▽

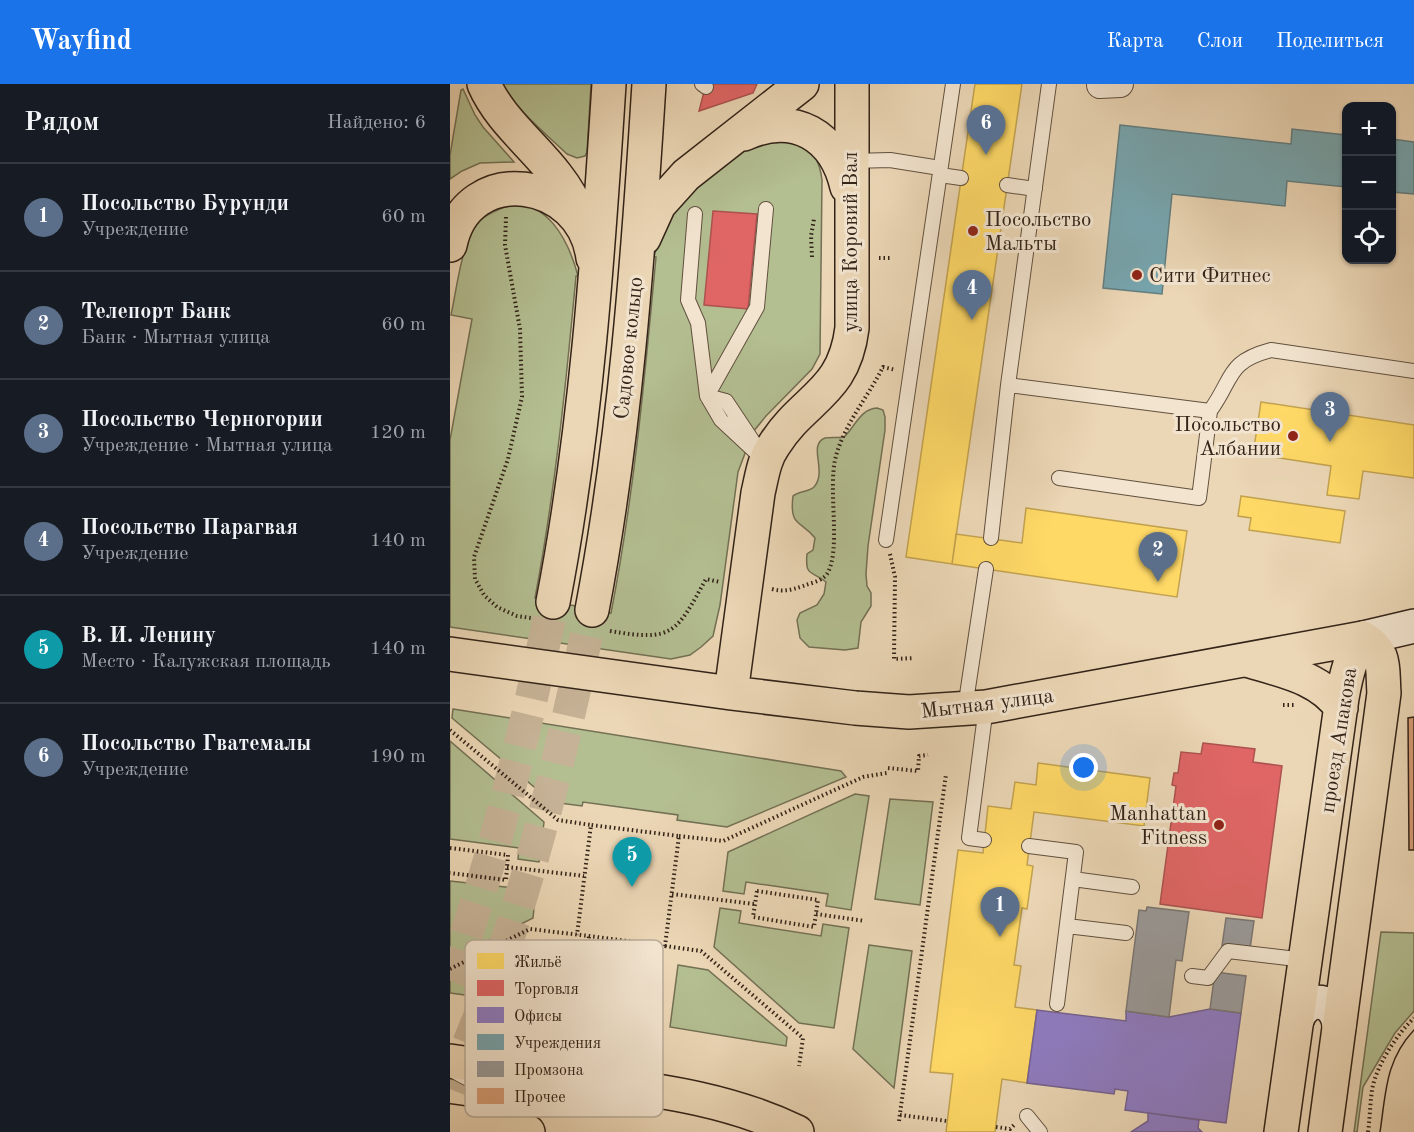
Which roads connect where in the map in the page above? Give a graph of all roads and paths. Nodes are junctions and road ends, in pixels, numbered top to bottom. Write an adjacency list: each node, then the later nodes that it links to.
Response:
1 (484, 84): 20 (main road)
2 (609, 84): 25 (main road, Садовое кольцо)
3 (650, 84): 26 (main road, Садовое кольцо)
4 (802, 84): 10 (main road)
5 (852, 84): 11 (main road, улица Коровий Вал)
6 (953, 84): 12 (lane)
7 (1049, 84): 15 (lane)
8 (1098, 84): 9 (street)
9 (1120, 84)
10 (728, 142): 16 (main road); 26 (main road)
11 (851, 161): 12 (lane); 16 (main road, улица Коровий Вал)
12 (940, 171): 13 (lane); 35 (lane)
13 (961, 178)
14 (1007, 185): 15 (lane)
15 (1035, 189): 29 (lane)
16 (851, 203): 32 (main road, улица Коровий Вал)
17 (766, 209): 30 (lane)
18 (695, 214): 30 (lane)
19 (814, 219): 22 (path)
20 (587, 234): 21 (main road); 25 (main road)
21 (450, 245)
22 (812, 257)
23 (875, 258): 24 (path)
24 (891, 258)
25 (595, 276): 39 (main road, Садовое кольцо)
26 (635, 277): 40 (main road, Садовое кольцо)
27 (884, 367): 38 (path)
28 (1414, 371): 31 (lane)
29 (1008, 385): 31 (lane); 34 (lane)
30 (707, 396): 32 (lane)
31 (1210, 411): 33 (lane)
32 (765, 461): 46 (main road, улица Коровий Вал)
33 (1059, 478)
34 (991, 538)
35 (886, 540)
36 (986, 568): 48 (lane)
37 (895, 577): 44 (path)
38 (771, 589)
39 (553, 602)
40 (592, 610)
41 (1414, 626): 42 (main road, Мытная улица)
42 (1363, 638): 45 (main road, Мытная улица); 47 (main road, проезд Апакова); 81 (main road, проезд Апакова)
43 (450, 654): 46 (main road, Мытная улица)
44 (914, 658)
45 (1245, 660): 47 (main road); 48 (main road, Мытная улица)
46 (731, 693): 48 (main road, Мытная улица)
47 (1341, 708): 74 (main road, проезд Апакова)
48 (976, 709): 54 (lane)
49 (450, 730): 52 (path)
50 (927, 755): 53 (path)
51 (946, 774): 88 (path)
52 (591, 825): 53 (path); 59 (path)
53 (679, 836): 62 (path)
54 (984, 840)
55 (1029, 846): 60 (lane)
56 (450, 848): 57 (path)
57 (507, 867): 58 (path); 59 (path)
58 (450, 873)
59 (584, 876): 68 (path)
60 (1073, 879): 61 (lane); 66 (lane)
61 (1132, 887)
62 (672, 894): 63 (path); 73 (path)
63 (754, 904): 64 (path); 64 (path)
64 (816, 914): 65 (path)
65 (865, 921)
66 (1067, 926): 67 (lane); 78 (lane)
67 (1126, 933)
68 (577, 935): 69 (path); 70 (path)
69 (589, 936): 71 (path); 72 (path)
70 (508, 940)
71 (588, 940)
72 (619, 940)
73 (665, 946): 84 (path)
74 (1305, 960): 77 (lane); 80 (main road, проезд Апакова)
75 (465, 962): 76 (path)
76 (450, 969)
77 (1192, 976)
78 (1057, 1005)
79 (1414, 1018): 99 (path)
80 (1297, 1020): 81 (main road); 97 (main road, проезд Апакова)
81 (1339, 1026): 98 (main road, проезд Апакова)
82 (450, 1061): 83 (main road)
83 (465, 1063)
84 (799, 1066)
85 (450, 1069): 86 (lane)
86 (465, 1077)
87 (663, 1091): 94 (main road)
88 (900, 1115): 92 (path); 93 (path)
89 (1027, 1116): 96 (lane)
90 (500, 1117): 95 (lane)
91 (450, 1121): 95 (main road)
92 (899, 1121)
93 (947, 1121)
94 (785, 1127)
95 (508, 1131)
96 (1040, 1132)
97 (1281, 1132)
98 (1325, 1132)
99 (1368, 1132)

△

__Exercise directions__: Skip the pictures and give the entries above again word for word.

__Exercise answer__:
Which roads connect where in the map in the page above? Give a graph of all roads and paths. Nodes are junctions and road ends, in pixels, numbered top to bottom. Write an adjacency list: each node, then the later nodes that it links to.
Response:
1 (484, 84): 20 (main road)
2 (609, 84): 25 (main road, Садовое кольцо)
3 (650, 84): 26 (main road, Садовое кольцо)
4 (802, 84): 10 (main road)
5 (852, 84): 11 (main road, улица Коровий Вал)
6 (953, 84): 12 (lane)
7 (1049, 84): 15 (lane)
8 (1098, 84): 9 (street)
9 (1120, 84)
10 (728, 142): 16 (main road); 26 (main road)
11 (851, 161): 12 (lane); 16 (main road, улица Коровий Вал)
12 (940, 171): 13 (lane); 35 (lane)
13 (961, 178)
14 (1007, 185): 15 (lane)
15 (1035, 189): 29 (lane)
16 (851, 203): 32 (main road, улица Коровий Вал)
17 (766, 209): 30 (lane)
18 (695, 214): 30 (lane)
19 (814, 219): 22 (path)
20 (587, 234): 21 (main road); 25 (main road)
21 (450, 245)
22 (812, 257)
23 (875, 258): 24 (path)
24 (891, 258)
25 (595, 276): 39 (main road, Садовое кольцо)
26 (635, 277): 40 (main road, Садовое кольцо)
27 (884, 367): 38 (path)
28 (1414, 371): 31 (lane)
29 (1008, 385): 31 (lane); 34 (lane)
30 (707, 396): 32 (lane)
31 (1210, 411): 33 (lane)
32 (765, 461): 46 (main road, улица Коровий Вал)
33 (1059, 478)
34 (991, 538)
35 (886, 540)
36 (986, 568): 48 (lane)
37 (895, 577): 44 (path)
38 (771, 589)
39 (553, 602)
40 (592, 610)
41 (1414, 626): 42 (main road, Мытная улица)
42 (1363, 638): 45 (main road, Мытная улица); 47 (main road, проезд Апакова); 81 (main road, проезд Апакова)
43 (450, 654): 46 (main road, Мытная улица)
44 (914, 658)
45 (1245, 660): 47 (main road); 48 (main road, Мытная улица)
46 (731, 693): 48 (main road, Мытная улица)
47 (1341, 708): 74 (main road, проезд Апакова)
48 (976, 709): 54 (lane)
49 (450, 730): 52 (path)
50 (927, 755): 53 (path)
51 (946, 774): 88 (path)
52 (591, 825): 53 (path); 59 (path)
53 (679, 836): 62 (path)
54 (984, 840)
55 (1029, 846): 60 (lane)
56 (450, 848): 57 (path)
57 (507, 867): 58 (path); 59 (path)
58 (450, 873)
59 (584, 876): 68 (path)
60 (1073, 879): 61 (lane); 66 (lane)
61 (1132, 887)
62 (672, 894): 63 (path); 73 (path)
63 (754, 904): 64 (path); 64 (path)
64 (816, 914): 65 (path)
65 (865, 921)
66 (1067, 926): 67 (lane); 78 (lane)
67 (1126, 933)
68 (577, 935): 69 (path); 70 (path)
69 (589, 936): 71 (path); 72 (path)
70 (508, 940)
71 (588, 940)
72 (619, 940)
73 (665, 946): 84 (path)
74 (1305, 960): 77 (lane); 80 (main road, проезд Апакова)
75 (465, 962): 76 (path)
76 (450, 969)
77 (1192, 976)
78 (1057, 1005)
79 (1414, 1018): 99 (path)
80 (1297, 1020): 81 (main road); 97 (main road, проезд Апакова)
81 (1339, 1026): 98 (main road, проезд Апакова)
82 (450, 1061): 83 (main road)
83 (465, 1063)
84 (799, 1066)
85 (450, 1069): 86 (lane)
86 (465, 1077)
87 (663, 1091): 94 (main road)
88 (900, 1115): 92 (path); 93 (path)
89 (1027, 1116): 96 (lane)
90 (500, 1117): 95 (lane)
91 (450, 1121): 95 (main road)
92 (899, 1121)
93 (947, 1121)
94 (785, 1127)
95 (508, 1131)
96 (1040, 1132)
97 (1281, 1132)
98 (1325, 1132)
99 (1368, 1132)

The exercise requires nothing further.